* [EXERCISE REQUIREMENTS] Every entry should be reproduced word for word.

* [THE DATA]
□ □ □ □ □ □ □

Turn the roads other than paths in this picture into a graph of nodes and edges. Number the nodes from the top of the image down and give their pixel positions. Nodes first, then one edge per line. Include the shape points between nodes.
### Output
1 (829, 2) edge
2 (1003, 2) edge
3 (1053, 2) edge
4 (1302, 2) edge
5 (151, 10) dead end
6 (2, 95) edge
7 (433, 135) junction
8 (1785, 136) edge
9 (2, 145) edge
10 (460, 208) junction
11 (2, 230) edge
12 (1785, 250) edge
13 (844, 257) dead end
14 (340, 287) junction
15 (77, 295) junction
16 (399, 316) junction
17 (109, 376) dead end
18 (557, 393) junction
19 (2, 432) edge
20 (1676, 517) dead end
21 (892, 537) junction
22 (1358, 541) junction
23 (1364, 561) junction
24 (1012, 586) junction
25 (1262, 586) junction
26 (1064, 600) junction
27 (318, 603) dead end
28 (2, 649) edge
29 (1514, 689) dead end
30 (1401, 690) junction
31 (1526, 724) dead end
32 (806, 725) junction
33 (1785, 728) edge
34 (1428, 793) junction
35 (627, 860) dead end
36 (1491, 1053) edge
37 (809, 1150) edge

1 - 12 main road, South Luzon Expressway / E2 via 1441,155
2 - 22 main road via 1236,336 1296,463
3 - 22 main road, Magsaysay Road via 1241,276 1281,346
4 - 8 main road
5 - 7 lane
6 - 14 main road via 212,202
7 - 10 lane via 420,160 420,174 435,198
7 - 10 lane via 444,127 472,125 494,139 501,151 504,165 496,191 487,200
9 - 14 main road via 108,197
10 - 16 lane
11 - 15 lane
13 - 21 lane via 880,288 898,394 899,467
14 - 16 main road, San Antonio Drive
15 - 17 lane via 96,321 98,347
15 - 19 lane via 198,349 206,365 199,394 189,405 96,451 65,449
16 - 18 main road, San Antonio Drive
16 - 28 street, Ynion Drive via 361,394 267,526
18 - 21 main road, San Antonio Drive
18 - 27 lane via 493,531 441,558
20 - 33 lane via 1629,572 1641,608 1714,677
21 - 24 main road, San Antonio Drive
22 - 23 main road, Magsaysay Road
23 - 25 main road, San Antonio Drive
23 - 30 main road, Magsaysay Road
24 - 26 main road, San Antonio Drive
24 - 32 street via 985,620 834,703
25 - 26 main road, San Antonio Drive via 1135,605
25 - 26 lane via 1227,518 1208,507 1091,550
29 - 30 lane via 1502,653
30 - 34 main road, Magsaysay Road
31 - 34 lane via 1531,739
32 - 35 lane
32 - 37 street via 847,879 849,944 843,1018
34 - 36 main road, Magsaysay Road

□ □ □ □ □ □ □

* [PROBLEM SOLUTION]
Turn the roads other than paths in this picture into a graph of nodes and edges. Number the nodes from the top of the image down and give their pixel positions. Nodes first, then one edge per line. Include the shape points between nodes.
### Output
1 (829, 2) edge
2 (1003, 2) edge
3 (1053, 2) edge
4 (1302, 2) edge
5 (151, 10) dead end
6 (2, 95) edge
7 (433, 135) junction
8 (1785, 136) edge
9 (2, 145) edge
10 (460, 208) junction
11 (2, 230) edge
12 (1785, 250) edge
13 (844, 257) dead end
14 (340, 287) junction
15 (77, 295) junction
16 (399, 316) junction
17 (109, 376) dead end
18 (557, 393) junction
19 (2, 432) edge
20 (1676, 517) dead end
21 (892, 537) junction
22 (1358, 541) junction
23 (1364, 561) junction
24 (1012, 586) junction
25 (1262, 586) junction
26 (1064, 600) junction
27 (318, 603) dead end
28 (2, 649) edge
29 (1514, 689) dead end
30 (1401, 690) junction
31 (1526, 724) dead end
32 (806, 725) junction
33 (1785, 728) edge
34 (1428, 793) junction
35 (627, 860) dead end
36 (1491, 1053) edge
37 (809, 1150) edge

1 - 12 main road, South Luzon Expressway / E2 via 1441,155
2 - 22 main road via 1236,336 1296,463
3 - 22 main road, Magsaysay Road via 1241,276 1281,346
4 - 8 main road
5 - 7 lane
6 - 14 main road via 212,202
7 - 10 lane via 420,160 420,174 435,198
7 - 10 lane via 444,127 472,125 494,139 501,151 504,165 496,191 487,200
9 - 14 main road via 108,197
10 - 16 lane
11 - 15 lane
13 - 21 lane via 880,288 898,394 899,467
14 - 16 main road, San Antonio Drive
15 - 17 lane via 96,321 98,347
15 - 19 lane via 198,349 206,365 199,394 189,405 96,451 65,449
16 - 18 main road, San Antonio Drive
16 - 28 street, Ynion Drive via 361,394 267,526
18 - 21 main road, San Antonio Drive
18 - 27 lane via 493,531 441,558
20 - 33 lane via 1629,572 1641,608 1714,677
21 - 24 main road, San Antonio Drive
22 - 23 main road, Magsaysay Road
23 - 25 main road, San Antonio Drive
23 - 30 main road, Magsaysay Road
24 - 26 main road, San Antonio Drive
24 - 32 street via 985,620 834,703
25 - 26 main road, San Antonio Drive via 1135,605
25 - 26 lane via 1227,518 1208,507 1091,550
29 - 30 lane via 1502,653
30 - 34 main road, Magsaysay Road
31 - 34 lane via 1531,739
32 - 35 lane
32 - 37 street via 847,879 849,944 843,1018
34 - 36 main road, Magsaysay Road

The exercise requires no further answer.